Manusia selalu dalam peziarahan. Dan pada kodratnya, manusia terus-menerus mencari Allah. Diimani bahwa Allah mewahyukan diri-Nya bagi manusia, maka manusia selalu berjuang untuk menemukan Allah, mengalami Kasih-Nya. Untuk sampai pada pengalaman akan Kasih Allah yang dihadirkan oleh Yesus Kristus, manusia mempertaruhkan  seluruh usahanya, dan Allah pun menolong manusia dengan kuasa dan rahmat-rahmat-Nya. Saya meyakini bahwa seorang manusia tidak akan pernah puas dalam hidupnya hanya bila ia sudah berjumpah dengan Allah. Santa Edith Stein menulis: “Setiap orang yang mencari kebenaran, pastilah mencari Allah, entah disadari entah tidak.” Allah mendekati kita dan mewahyukan diri-Nya kepada kita oleh karena Cinta Kasih-Nya kepada kita semua.
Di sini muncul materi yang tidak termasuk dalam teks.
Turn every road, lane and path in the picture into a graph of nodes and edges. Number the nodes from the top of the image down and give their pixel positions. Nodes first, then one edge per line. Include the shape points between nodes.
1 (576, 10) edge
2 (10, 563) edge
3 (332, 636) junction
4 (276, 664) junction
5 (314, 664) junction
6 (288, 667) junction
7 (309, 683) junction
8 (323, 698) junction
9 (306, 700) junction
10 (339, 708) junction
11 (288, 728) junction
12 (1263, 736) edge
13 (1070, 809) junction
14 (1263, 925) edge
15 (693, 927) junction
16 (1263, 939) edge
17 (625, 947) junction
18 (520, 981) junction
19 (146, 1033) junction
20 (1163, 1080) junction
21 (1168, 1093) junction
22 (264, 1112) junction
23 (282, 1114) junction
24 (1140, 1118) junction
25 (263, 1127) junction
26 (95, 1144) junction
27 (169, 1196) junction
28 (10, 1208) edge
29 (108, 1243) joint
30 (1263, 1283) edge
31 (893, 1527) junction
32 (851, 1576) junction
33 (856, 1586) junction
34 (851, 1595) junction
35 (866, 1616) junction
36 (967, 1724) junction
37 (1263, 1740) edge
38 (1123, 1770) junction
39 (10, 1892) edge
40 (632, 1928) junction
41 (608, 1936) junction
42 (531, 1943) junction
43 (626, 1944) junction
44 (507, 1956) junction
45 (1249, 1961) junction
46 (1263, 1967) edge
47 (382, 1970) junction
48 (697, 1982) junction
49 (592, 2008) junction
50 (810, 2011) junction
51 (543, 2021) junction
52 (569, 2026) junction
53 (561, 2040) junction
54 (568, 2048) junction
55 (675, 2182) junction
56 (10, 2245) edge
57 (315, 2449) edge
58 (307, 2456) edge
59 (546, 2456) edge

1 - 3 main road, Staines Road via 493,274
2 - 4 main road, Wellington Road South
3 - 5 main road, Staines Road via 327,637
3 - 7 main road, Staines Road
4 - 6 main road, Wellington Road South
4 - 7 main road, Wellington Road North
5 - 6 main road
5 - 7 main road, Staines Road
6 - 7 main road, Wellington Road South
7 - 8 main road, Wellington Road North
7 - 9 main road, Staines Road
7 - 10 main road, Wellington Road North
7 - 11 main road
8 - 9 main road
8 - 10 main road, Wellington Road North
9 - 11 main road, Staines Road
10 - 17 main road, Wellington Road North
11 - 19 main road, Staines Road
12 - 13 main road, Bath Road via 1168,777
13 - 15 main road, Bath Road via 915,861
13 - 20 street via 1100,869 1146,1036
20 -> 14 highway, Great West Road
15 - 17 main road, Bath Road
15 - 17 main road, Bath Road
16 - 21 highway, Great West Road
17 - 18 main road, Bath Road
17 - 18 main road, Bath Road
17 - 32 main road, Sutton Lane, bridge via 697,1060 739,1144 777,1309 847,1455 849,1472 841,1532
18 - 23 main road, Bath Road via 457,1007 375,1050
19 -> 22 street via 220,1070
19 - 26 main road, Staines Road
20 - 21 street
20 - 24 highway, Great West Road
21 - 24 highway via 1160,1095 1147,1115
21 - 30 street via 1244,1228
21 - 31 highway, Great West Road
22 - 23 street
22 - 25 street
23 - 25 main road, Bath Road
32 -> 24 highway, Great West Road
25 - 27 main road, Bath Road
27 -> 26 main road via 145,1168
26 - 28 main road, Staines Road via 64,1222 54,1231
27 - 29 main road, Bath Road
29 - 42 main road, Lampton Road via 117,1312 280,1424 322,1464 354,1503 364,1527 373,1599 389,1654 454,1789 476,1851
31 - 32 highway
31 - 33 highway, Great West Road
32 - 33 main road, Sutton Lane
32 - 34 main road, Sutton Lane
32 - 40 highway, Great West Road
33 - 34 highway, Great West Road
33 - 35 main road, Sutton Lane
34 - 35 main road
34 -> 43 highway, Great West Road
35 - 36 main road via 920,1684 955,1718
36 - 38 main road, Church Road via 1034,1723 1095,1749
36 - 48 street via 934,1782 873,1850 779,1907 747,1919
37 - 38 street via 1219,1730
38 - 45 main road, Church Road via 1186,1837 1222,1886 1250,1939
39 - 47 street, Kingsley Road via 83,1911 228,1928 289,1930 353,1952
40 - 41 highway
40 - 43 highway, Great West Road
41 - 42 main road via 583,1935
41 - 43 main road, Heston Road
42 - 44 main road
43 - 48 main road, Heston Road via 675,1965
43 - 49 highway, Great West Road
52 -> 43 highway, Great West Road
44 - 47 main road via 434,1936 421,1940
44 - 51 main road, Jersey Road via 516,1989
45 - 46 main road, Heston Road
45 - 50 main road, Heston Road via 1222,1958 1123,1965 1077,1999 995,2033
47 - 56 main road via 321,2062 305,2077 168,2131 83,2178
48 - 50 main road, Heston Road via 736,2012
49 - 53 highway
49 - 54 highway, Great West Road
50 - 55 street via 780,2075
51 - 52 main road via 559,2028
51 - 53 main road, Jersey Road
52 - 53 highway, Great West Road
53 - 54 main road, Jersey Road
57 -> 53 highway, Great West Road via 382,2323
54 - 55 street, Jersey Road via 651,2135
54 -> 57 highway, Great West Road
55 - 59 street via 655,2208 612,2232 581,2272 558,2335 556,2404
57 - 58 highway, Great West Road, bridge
Allah membuka diri-Nya dan seakan-akan menempuh sebuah perjalanan dari “keabadiaan” menuju “Firman menjadi manusia” yang adalah Wahyu yang paripurna dalam Yesus Kristus. Allah hadir di tengah-tengah kita dan selalu menyertai kita. Maka, melalui Yesus Kristus, Allah yang “tidak kelihatan dan jauh menjadi kelihatan dan dekat” dengan kita umat-Nya. Tujuan dari semuanya itu supaya manusia memperoleh keselamatan.